ACTIVITY -
Where does the string "from" occur in the entries below? Copy every line where it does.

** Opening INPUT DATA block **

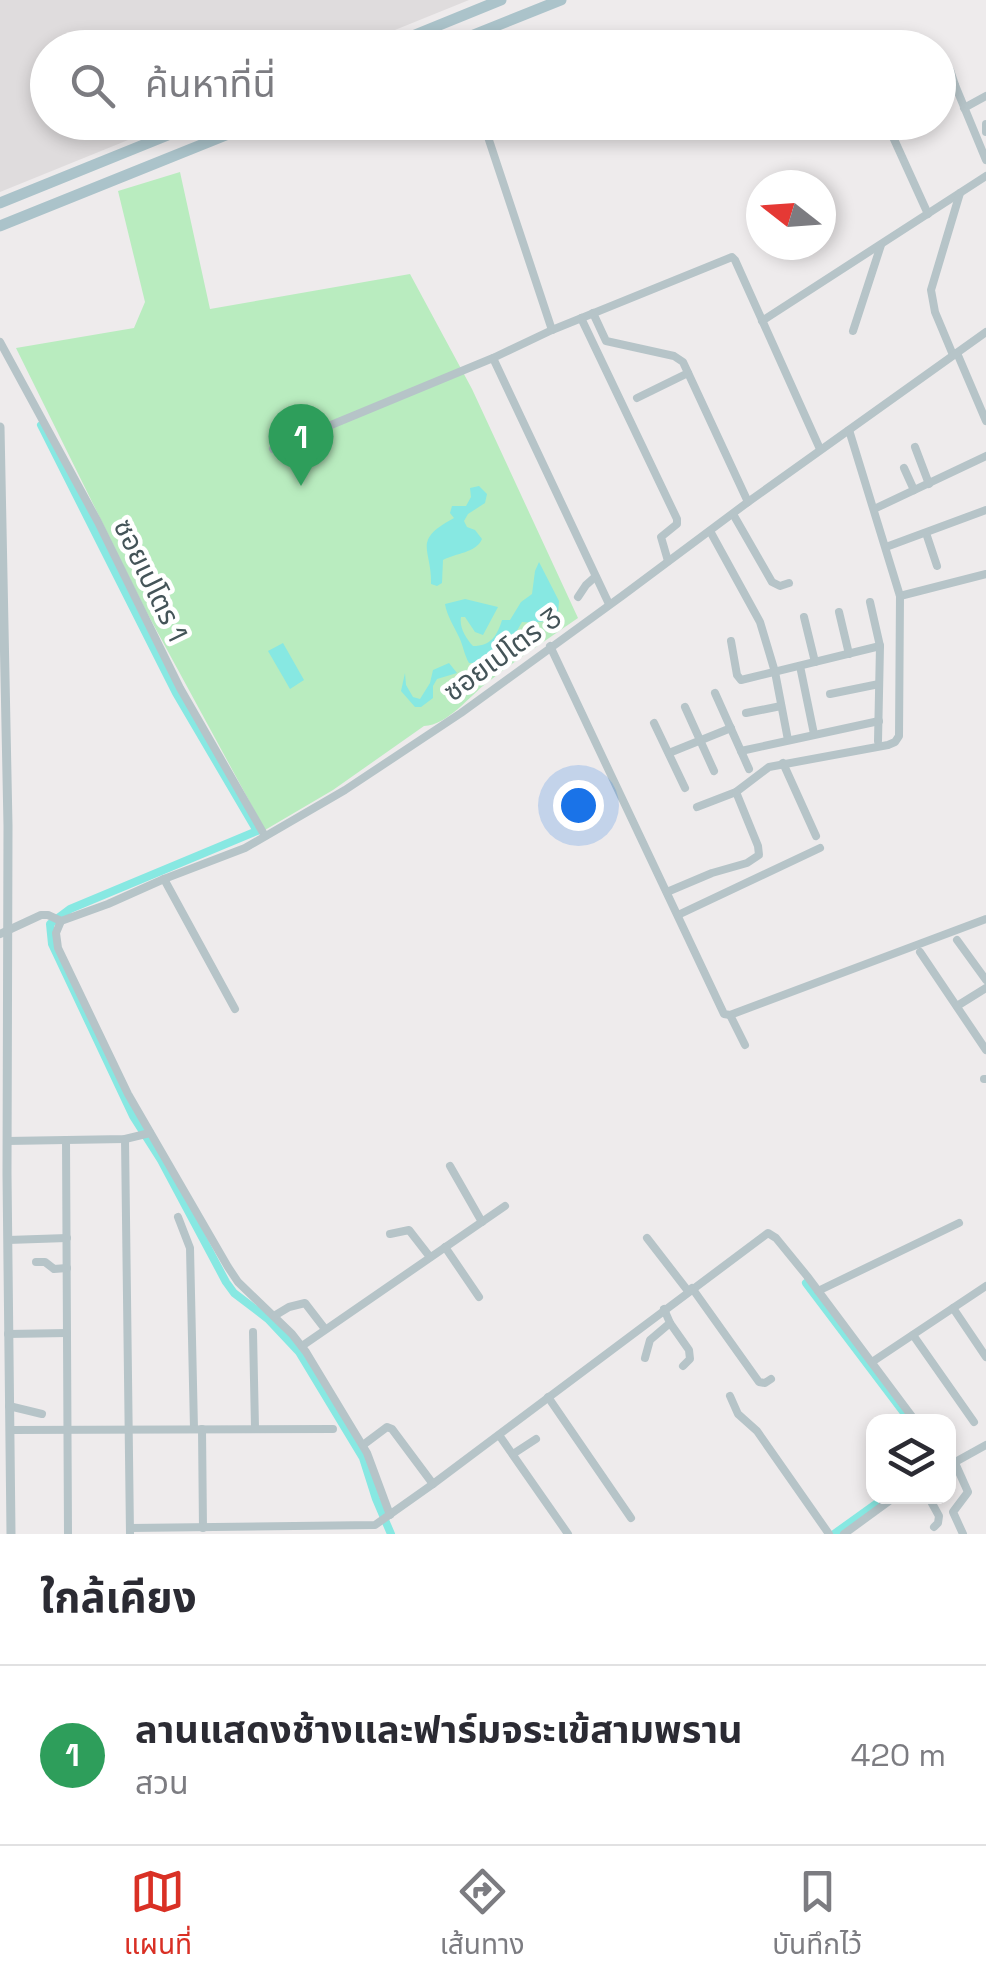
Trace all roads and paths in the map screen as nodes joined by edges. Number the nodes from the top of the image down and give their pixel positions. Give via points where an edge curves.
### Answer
1 (502, 0) edge
2 (560, 0) edge
3 (428, 30) edge
4 (491, 30) edge
5 (956, 88) edge
6 (986, 96) edge
7 (964, 108) junction
8 (986, 124) edge
9 (986, 132) edge
10 (156, 140) edge
11 (213, 140) edge
12 (489, 140) edge
13 (894, 140) edge
14 (986, 160) edge
15 (986, 176) edge
16 (960, 193) junction
17 (0, 203) edge
18 (928, 214) junction
19 (0, 226) edge
20 (881, 245) junction
21 (916, 293) dead end
22 (931, 294) junction
23 (593, 314) junction
24 (582, 318) junction
25 (762, 321) junction
26 (552, 330) junction
27 (852, 331) dead end
28 (986, 332) edge
29 (0, 342) edge
30 (955, 354) junction
31 (493, 358) junction
32 (688, 372) junction
33 (981, 372) dead end
34 (968, 378) junction
35 (637, 398) dead end
36 (986, 422) edge
37 (0, 427) edge
38 (849, 430) junction
39 (915, 447) dead end
40 (273, 449) dead end
41 (820, 450) junction
42 (986, 456) edge
43 (904, 468) dead end
44 (929, 484) junction
45 (914, 490) junction
46 (748, 502) junction
47 (874, 509) junction
48 (986, 510) edge
49 (732, 514) junction
50 (710, 531) junction
51 (926, 533) junction
52 (886, 547) junction
53 (668, 560) junction
54 (938, 566) dead end
55 (986, 574) edge
56 (595, 577) junction
57 (789, 583) dead end
58 (900, 596) junction
59 (578, 597) dead end
60 (870, 602) dead end
61 (609, 604) junction
62 (839, 612) dead end
63 (804, 617) dead end
64 (2, 625) edge
65 (731, 642) dead end
66 (550, 646) junction
67 (880, 646) junction
68 (848, 654) junction
69 (815, 662) junction
70 (800, 666) junction
71 (775, 672) junction
72 (879, 684) junction
73 (716, 693) dead end
74 (830, 694) dead end
75 (781, 706) junction
76 (686, 707) dead end
77 (746, 713) dead end
78 (879, 721) junction
79 (654, 723) dead end
80 (731, 728) junction
81 (814, 734) junction
82 (788, 740) junction
83 (700, 741) junction
84 (878, 742) dead end
85 (740, 751) junction
86 (669, 754) junction
87 (783, 763) junction
88 (749, 769) dead end
89 (714, 770) dead end
90 (685, 788) dead end
91 (736, 792) junction
92 (697, 807) dead end
93 (265, 836) junction
94 (816, 836) dead end
95 (820, 848) dead end
96 (164, 879) junction
97 (667, 892) junction
98 (678, 916) junction
99 (986, 919) edge
100 (59, 920) junction
101 (3, 933) edge
102 (957, 940) dead end
103 (920, 952) dead end
104 (986, 980) edge
105 (986, 988) edge
106 (957, 1006) junction
107 (235, 1009) dead end
108 (730, 1015) junction
109 (745, 1045) dead end
110 (986, 1050) edge
111 (145, 1135) junction
112 (125, 1139) junction
113 (66, 1140) junction
114 (6, 1141) junction
115 (450, 1166) dead end
116 (3, 1204) edge
117 (505, 1206) dead end
118 (178, 1218) dead end
119 (482, 1222) junction
120 (959, 1222) dead end
121 (390, 1234) dead end
122 (66, 1238) junction
123 (647, 1238) dead end
124 (8, 1240) junction
125 (445, 1247) junction
126 (430, 1257) junction
127 (36, 1262) dead end
128 (67, 1268) junction
129 (986, 1286) edge
130 (4, 1288) edge
131 (690, 1289) junction
132 (818, 1291) junction
133 (479, 1298) dead end
134 (954, 1308) junction
135 (664, 1309) junction
136 (274, 1316) junction
137 (4, 1321) edge
138 (670, 1323) junction
139 (325, 1329) junction
140 (67, 1332) junction
141 (253, 1332) dead end
142 (8, 1334) junction
143 (913, 1335) junction
144 (302, 1346) junction
145 (986, 1356) edge
146 (4, 1358) edge
147 (645, 1358) dead end
148 (872, 1362) junction
149 (683, 1366) dead end
150 (771, 1379) dead end
151 (730, 1396) dead end
152 (548, 1397) junction
153 (28, 1410) junction
154 (6, 1411) edge
155 (42, 1414) dead end
156 (910, 1414) edge
157 (974, 1422) dead end
158 (255, 1428) junction
159 (333, 1428) dead end
160 (198, 1429) junction
161 (10, 1430) junction
162 (30, 1430) junction
163 (68, 1430) junction
164 (130, 1430) junction
165 (499, 1435) junction
166 (536, 1439) dead end
167 (362, 1445) junction
168 (986, 1445) edge
169 (512, 1454) junction
170 (956, 1462) edge
171 (956, 1470) edge
172 (432, 1484) junction
173 (885, 1504) edge
174 (932, 1504) edge
175 (389, 1516) junction
176 (631, 1518) dead end
177 (934, 1527) dead end
178 (202, 1528) junction
179 (130, 1531) edge
180 (846, 1533) edge
181 (11, 1534) edge
182 (68, 1534) edge
183 (568, 1534) edge
184 (828, 1534) edge
185 (963, 1534) edge

1 - 3 main road
2 - 4 main road
5 - 7 street
6 - 7 street
7 - 14 street
8 - 9 street
10 - 17 main road
11 - 19 main road
12 - 26 street
13 - 18 street
15 - 16 street
16 - 18 street
16 - 22 street
18 - 20 street
20 - 25 street
20 - 27 street
21 - 22 street
22 - 30 street
23 - 24 street
23 - 25 street via 732,258
23 - 32 street via 606,341 678,358
24 - 26 street
24 - 53 street via 678,520 661,538
25 - 41 street
26 - 31 street
28 - 30 street, ซอยเปโตร 3
29 - 93 street, ซอยเปโตร 1
30 - 34 street
30 - 38 street, ซอยเปโตร 3
31 - 40 street
31 - 56 street
32 - 35 street
32 - 46 street
33 - 34 street
34 - 36 street
37 - 64 street
38 - 41 street, ซอยเปโตร 3
38 - 47 street
39 - 44 street
41 - 46 street, ซอยเปโตร 3
42 - 44 street
43 - 45 street
44 - 45 street
45 - 47 street
46 - 49 street, ซอยเปโตร 3
47 - 52 street
48 - 51 street
49 - 50 street, ซอยเปโตร 3
49 - 57 street via 770,579
50 - 53 street, ซอยเปโตร 3
50 - 71 street via 760,622
51 - 52 street
51 - 54 street
52 - 58 street
53 - 61 street, ซอยเปโตร 3
55 - 58 street
56 - 59 street
56 - 61 street
58 - 87 street via 895,742
60 - 67 street
61 - 66 street, ซอยเปโตร 3
62 - 68 street
63 - 69 street
64 - 101 street via 8,826
65 - 71 street via 739,679
66 - 93 street, ซอยเปโตร 3 via 346,790
66 - 97 street
67 - 68 street
67 - 72 street
68 - 69 street
69 - 70 street
70 - 71 street
70 - 81 street
71 - 75 street
72 - 74 street
72 - 78 street
73 - 80 street
75 - 77 street
75 - 82 street
76 - 83 street
78 - 81 street
78 - 84 street
79 - 86 street
80 - 83 street
80 - 85 street
81 - 82 street
82 - 85 street
83 - 86 street
83 - 89 street
85 - 88 street
86 - 90 street
87 - 91 street
87 - 94 street
91 - 92 street
91 - 97 street via 759,855
93 - 96 street, ซอยเปโตร 3
95 - 98 street
96 - 100 street, ซอยเปโตร 3
96 - 107 street
97 - 98 street
98 - 108 street
99 - 108 street
100 - 101 street via 36,917
100 - 111 street via 58,948
101 - 114 street
102 - 104 street
103 - 106 street
105 - 106 street
106 - 110 street
108 - 109 street
111 - 112 street
111 - 136 street via 228,1268
112 - 113 street
112 - 164 street
113 - 114 street
113 - 122 street
114 - 116 street
115 - 119 street
116 - 124 street
117 - 119 street
118 - 160 street via 190,1248
119 - 125 street
120 - 132 street
121 - 126 street via 410,1230
122 - 124 street
122 - 128 street
123 - 131 street
124 - 130 street
125 - 126 street
125 - 133 street
126 - 139 street
127 - 128 street
128 - 140 street
129 - 134 street
130 - 137 street
131 - 132 street via 768,1233
131 - 135 street
131 - 150 street via 758,1382
132 - 148 street
134 - 143 street
134 - 145 street
135 - 138 street
135 - 152 street
136 - 139 street via 304,1302
136 - 144 street
137 - 142 street
138 - 147 street via 650,1340
138 - 149 street via 690,1352
139 - 144 street
140 - 142 street
140 - 163 street
141 - 158 street
142 - 146 street
143 - 148 street
143 - 157 street
144 - 167 street
146 - 154 street
148 - 156 street
151 - 184 street
152 - 165 street
152 - 176 street
153 - 154 street
153 - 155 street
153 - 162 street
154 - 161 street
158 - 159 street
158 - 160 street
160 - 164 street
160 - 178 street
161 - 162 street
161 - 181 street
162 - 163 street
163 - 164 street
163 - 182 street
164 - 179 street
165 - 169 street
165 - 172 street
166 - 169 street
167 - 172 street via 389,1427
167 - 175 street
168 - 170 street
169 - 183 street
171 - 185 street via 968,1487 953,1512
172 - 175 street
173 - 180 street
174 - 177 street via 939,1516
175 - 178 street via 375,1524
178 - 179 street

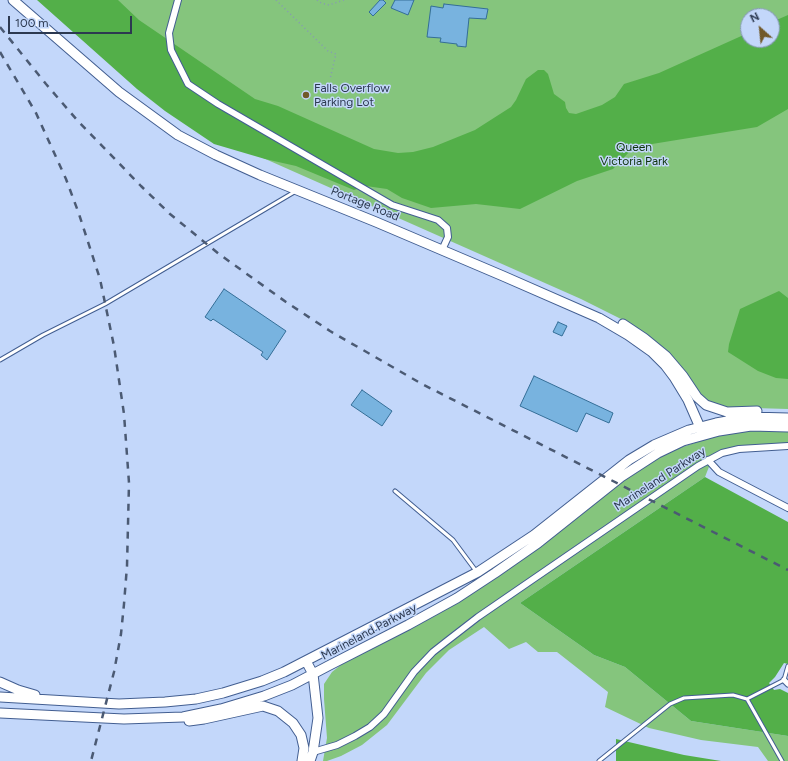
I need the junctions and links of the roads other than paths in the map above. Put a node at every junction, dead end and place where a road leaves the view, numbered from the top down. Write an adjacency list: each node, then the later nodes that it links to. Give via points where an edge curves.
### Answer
1 (13, 0): 3 (main road, Portage Road, via 120,92 178,135)
2 (178, 0): 4 (street, via 169,33 171,50 188,84 392,205 438,220 447,228 448,237)
3 (297, 190): 4 (main road, Portage Road); 6 (lane, via 105,304)
4 (442, 250): 5 (main road, Portage Road)
5 (568, 304): 7 (main road, via 599,313 644,338 666,356 696,397 706,405 726,412); 10 (main road, Portage Road, via 628,334 666,365 692,407)
6 (0, 360)
7 (788, 412)
8 (788, 418): 10 (main road, via 750,417 716,423)
9 (788, 427): 10 (main road, via 751,426)
10 (702, 431): 15 (main road, Marineland Parkway, via 654,445 629,460 534,535); 18 (main road, Marineland Parkway, via 634,468 538,543 457,598)
11 (788, 446): 12 (street, Marineland Parkway, via 739,449)
12 (708, 460): 14 (street, via 719,472); 26 (street, Marineland Parkway, via 446,641 414,672 384,714 370,727 337,745)
13 (395, 491): 15 (lane, via 453,540)
14 (788, 508)
15 (478, 572): 16 (main road, Marineland Parkway)
16 (306, 660): 18 (main road); 23 (main road, Marineland Parkway, via 262,681 196,699 137,704)
17 (788, 666): 20 (lane)
18 (313, 674): 25 (main road, Marineland Parkway, via 264,696 222,709 183,717); 26 (main road, via 318,718)
19 (0, 682): 23 (main road)
20 (786, 682): 22 (lane)
21 (0, 697): 23 (main road, Marineland Parkway)
22 (747, 699): 29 (lane, via 733,695 684,698 670,704); 30 (lane)
23 (52, 700)
24 (0, 713): 25 (main road, Marineland Parkway)
25 (124, 719): 27 (main road, via 166,723 204,719 263,706 278,711 293,722 301,735 304,748)
26 (313, 752): 28 (main road)
27 (302, 761)
28 (310, 761)
29 (599, 761)
30 (782, 761)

** Closing INPUT DATA block **

ANSWER SPACE -
Trace all roads and paths in the map screen as nodes joined by edges. Number the nodes from the top of the image down and give their pixel positions. Give via points where an edge curves.
I need the junctions and links of the roads other than paths in the map above. Put a node at every junction, dead end and place where a road leaves the view, numbered from the top down. Write an adjacency list: each node, then the later nodes that it links to. Give via points where an edge curves.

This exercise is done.